Once Algeria became independent, it was obvious that it would not long be possible to count on this source for heavy wines. But Italy could always take up the slack, and with the Common Market developing there was to be a huge new duty-free market for French wine.
There was indeed a demand for French wine. But not for vin ordinaire. The Germans, Belgians, Dutch, eventually the British and even Italians increased their consumption of quality appellation contrôlée wines enormously, and virtually ignored the rest. At the same time the French themselves drank more and more quality wines and less of the ordinary.
This trend was foreseen by such firms as the giant Nicolas, which began investing in experimental vineyards and offering expert advice on grape types, winegrowing, winemaking, etc. to growers of the Midi as early as 1957-58.

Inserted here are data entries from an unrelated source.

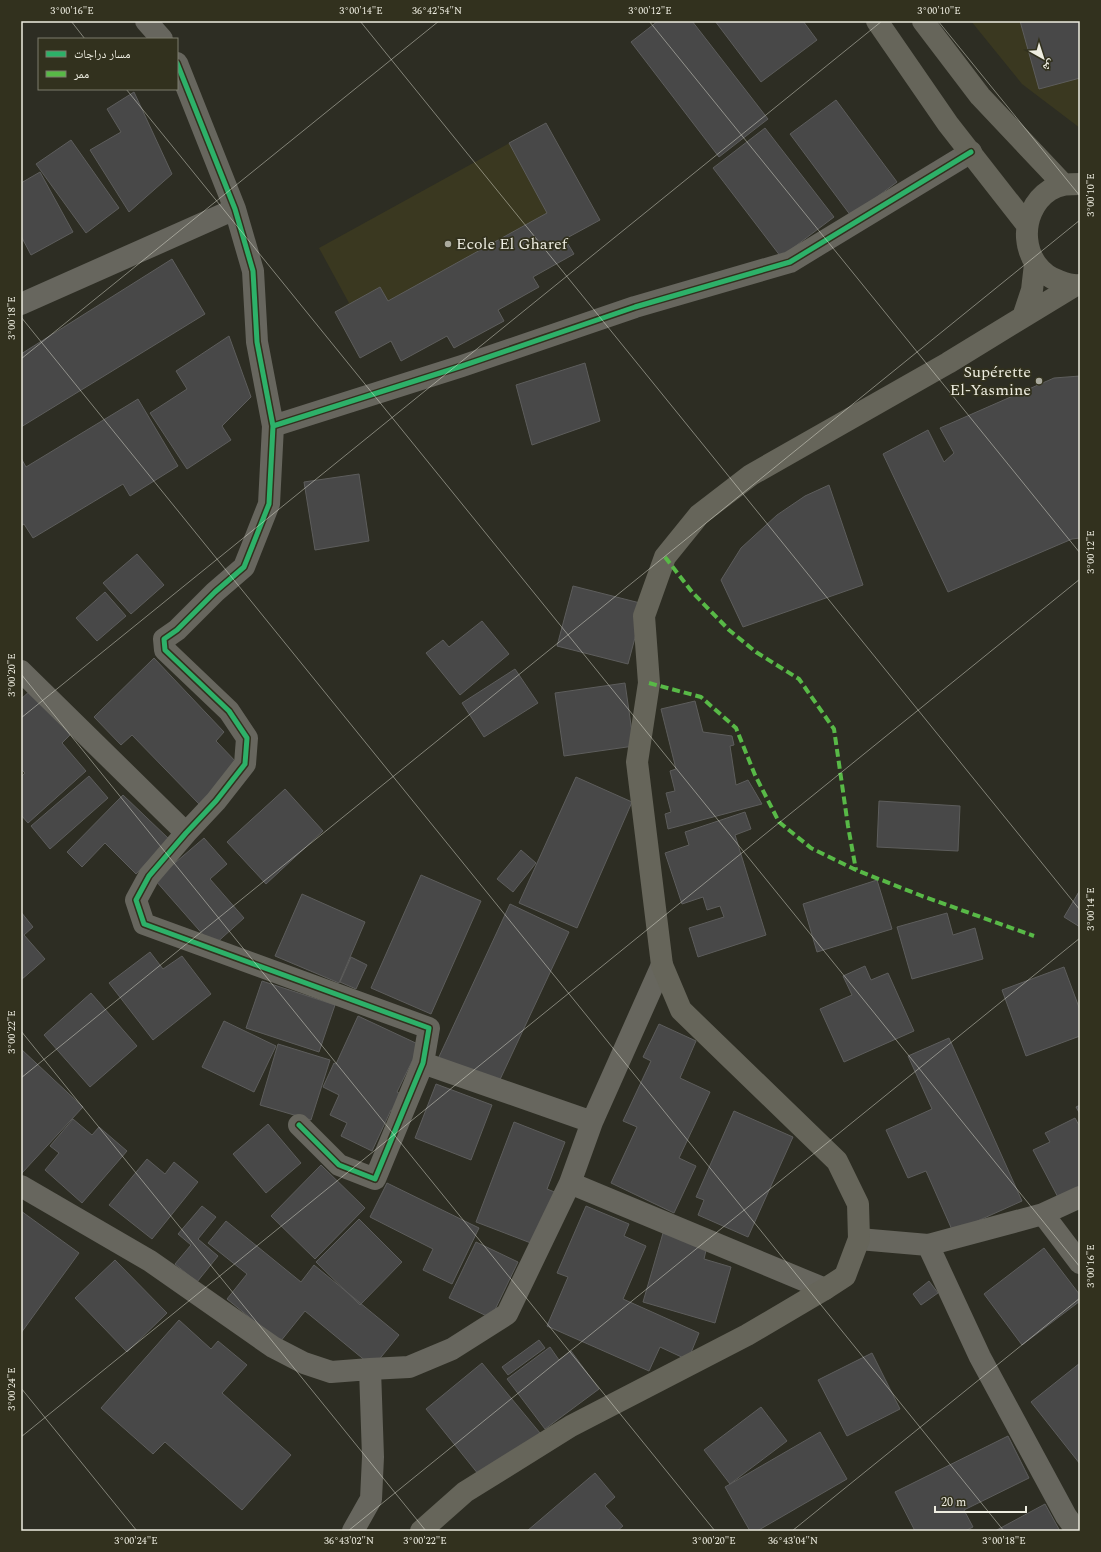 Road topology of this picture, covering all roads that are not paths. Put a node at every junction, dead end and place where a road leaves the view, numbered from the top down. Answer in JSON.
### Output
{"nodes":[{"id":1,"x":146,"y":21,"type":"edge"},
{"id":2,"x":876,"y":21,"type":"edge"},
{"id":3,"x":923,"y":21,"type":"edge"},
{"id":4,"x":161,"y":38,"type":"edge"},
{"id":5,"x":178,"y":66,"type":"edge"},
{"id":6,"x":971,"y":152,"type":"junction"},
{"id":7,"x":1072,"y":184,"type":"edge"},
{"id":8,"x":235,"y":209,"type":"junction"},
{"id":9,"x":1026,"y":225,"type":"junction"},
{"id":10,"x":1035,"y":264,"type":"junction"},
{"id":11,"x":1077,"y":285,"type":"edge"},
{"id":12,"x":21,"y":304,"type":"edge"},
{"id":13,"x":1023,"y":317,"type":"junction"},
{"id":14,"x":273,"y":426,"type":"junction"},
{"id":15,"x":21,"y":671,"type":"edge"},
{"id":16,"x":186,"y":833,"type":"junction"},
{"id":17,"x":662,"y":965,"type":"junction"},
{"id":18,"x":423,"y":1063,"type":"junction"},
{"id":19,"x":592,"y":1122,"type":"junction"},
{"id":20,"x":299,"y":1126,"type":"dead end"},
{"id":21,"x":570,"y":1183,"type":"junction"},
{"id":22,"x":21,"y":1186,"type":"edge"},
{"id":23,"x":1080,"y":1197,"type":"edge"},
{"id":24,"x":1043,"y":1214,"type":"junction"},
{"id":25,"x":859,"y":1239,"type":"junction"},
{"id":26,"x":928,"y":1245,"type":"junction"},
{"id":27,"x":1080,"y":1263,"type":"edge"},
{"id":28,"x":825,"y":1289,"type":"junction"},
{"id":29,"x":370,"y":1369,"type":"junction"},
{"id":30,"x":353,"y":1531,"type":"edge"},
{"id":31,"x":422,"y":1531,"type":"edge"},
{"id":32,"x":1077,"y":1531,"type":"edge"}],
"edges":[{"from":1,"to":4,"type":"street"},
{"from":2,"to":6,"type":"main road"},
{"from":3,"to":7,"type":"main road"},
{"from":5,"to":8,"type":"street"},
{"from":6,"to":9,"type":"main road"},
{"from":6,"to":14,"type":"street"},
{"from":7,"to":9,"type":"main road"},
{"from":8,"to":12,"type":"street"},
{"from":8,"to":14,"type":"street"},
{"from":9,"to":10,"type":"main road"},
{"from":10,"to":11,"type":"main road"},
{"from":10,"to":13,"type":"main road"},
{"from":11,"to":13,"type":"main road"},
{"from":13,"to":17,"type":"main road"},
{"from":14,"to":16,"type":"street"},
{"from":15,"to":16,"type":"street"},
{"from":16,"to":18,"type":"street"},
{"from":17,"to":19,"type":"street"},
{"from":17,"to":25,"type":"main road"},
{"from":18,"to":19,"type":"street"},
{"from":18,"to":20,"type":"street"},
{"from":19,"to":21,"type":"street"},
{"from":21,"to":28,"type":"street"},
{"from":21,"to":29,"type":"street"},
{"from":22,"to":29,"type":"street"},
{"from":23,"to":24,"type":"street"},
{"from":24,"to":26,"type":"street"},
{"from":24,"to":27,"type":"street"},
{"from":25,"to":26,"type":"street"},
{"from":25,"to":28,"type":"main road"},
{"from":26,"to":32,"type":"street"},
{"from":28,"to":31,"type":"main road"},
{"from":29,"to":30,"type":"street"}]}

The government, on the other hand, encouraged quantity with a system of buying of the degré-hecto, so much for each per cent of alcohol times the number of hectoliters (26.4 gallons) available. Where a natural and soul-satisfying product like wine is concerned, this is like selling Picasso by the meter of canvas or Rodin by the ton of bronze, as Le Monde's Robert Escarpit put it.
No effort was made to improve quality until about five years ago with the beginning of experimental cooperative vineyards organized by the Institut Technique du Vin and backed with matching government funds. The idea is to show the growers how to make quality wines and to prove that it pays. Furthermore, the consumer's reactions are also studied and fed back to the producers.
It involves a study of the producer's soil to determine what grape varieties in what proportions will do best there and to update methods of cultivation, fertilizing, growing, spraying, determination of yield versus quality, winemaking, the whole works. And to organize distribution outside the usual shipping network.
The trouble is that much of the initiative must come from the growers themselves, who hesitate to try new methods when they are close to subsistence. Nine out of 10 growers own less than the 20 hectares (about 50 acres) that are considered necessary in the Midi to support a family. When you decide to rip out inferior vines and try better varieties, there will be no crop for as long as five years. And in a field as tradition-bound as winegrowing, any innovation is slow to become generalized.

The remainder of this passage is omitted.